▶ **Your goal**: Only the number is needed: how many lines of the entries below contain the word "middle".

▶ **Record set**:
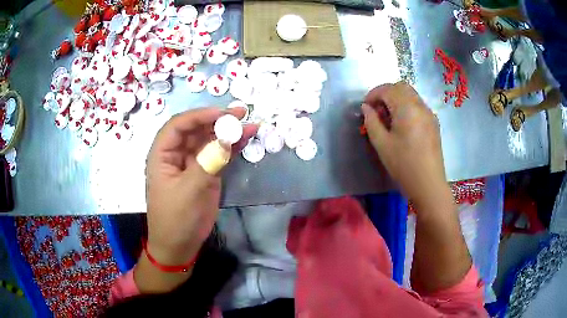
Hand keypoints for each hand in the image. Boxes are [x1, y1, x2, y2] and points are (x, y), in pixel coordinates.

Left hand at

---

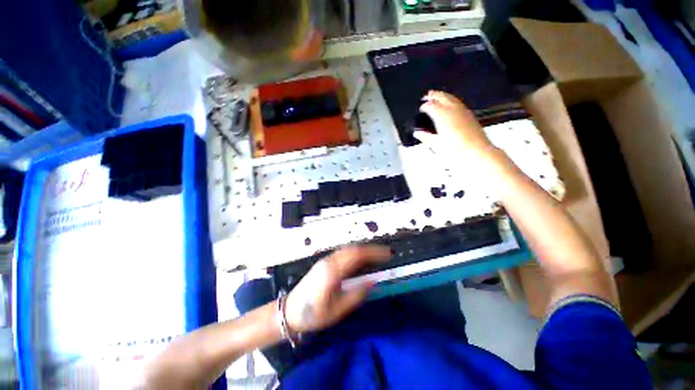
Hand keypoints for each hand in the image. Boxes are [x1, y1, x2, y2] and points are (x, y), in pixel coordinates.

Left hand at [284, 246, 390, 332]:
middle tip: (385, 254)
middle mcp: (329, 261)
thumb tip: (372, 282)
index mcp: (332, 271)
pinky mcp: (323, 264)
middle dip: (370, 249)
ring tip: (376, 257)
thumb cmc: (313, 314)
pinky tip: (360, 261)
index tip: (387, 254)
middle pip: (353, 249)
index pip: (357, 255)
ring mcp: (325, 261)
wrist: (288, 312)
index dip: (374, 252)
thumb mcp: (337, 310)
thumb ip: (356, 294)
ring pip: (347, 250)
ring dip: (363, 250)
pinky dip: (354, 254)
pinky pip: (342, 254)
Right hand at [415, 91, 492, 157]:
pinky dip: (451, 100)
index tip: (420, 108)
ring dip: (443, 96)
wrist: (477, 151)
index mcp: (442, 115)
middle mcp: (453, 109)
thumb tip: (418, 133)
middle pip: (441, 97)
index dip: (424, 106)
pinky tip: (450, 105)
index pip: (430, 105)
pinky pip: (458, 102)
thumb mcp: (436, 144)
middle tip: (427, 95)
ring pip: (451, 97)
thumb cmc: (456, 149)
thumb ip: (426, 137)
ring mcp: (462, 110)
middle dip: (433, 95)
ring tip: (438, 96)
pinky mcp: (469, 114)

--

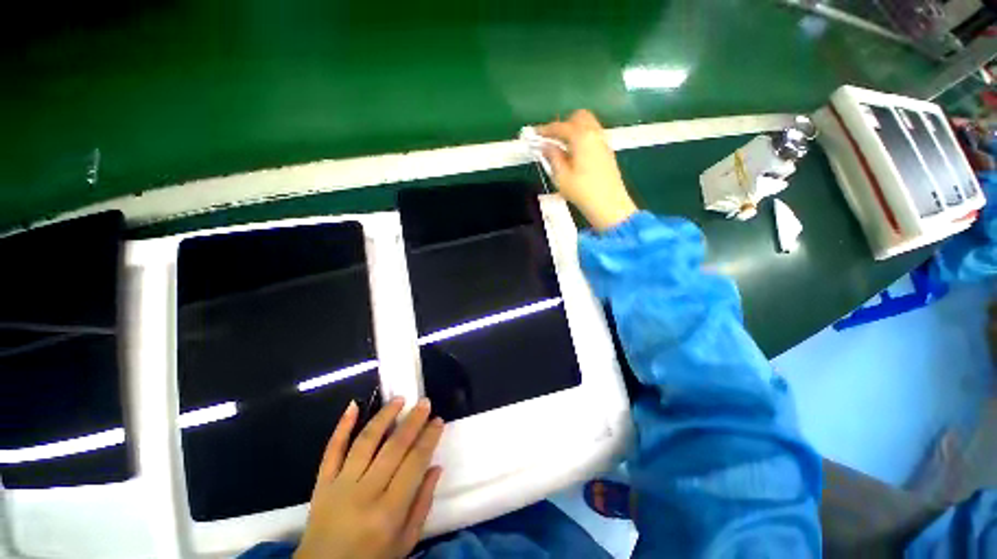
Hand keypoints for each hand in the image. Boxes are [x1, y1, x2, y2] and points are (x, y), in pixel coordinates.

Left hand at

▶ **Reply to the exercise**: 8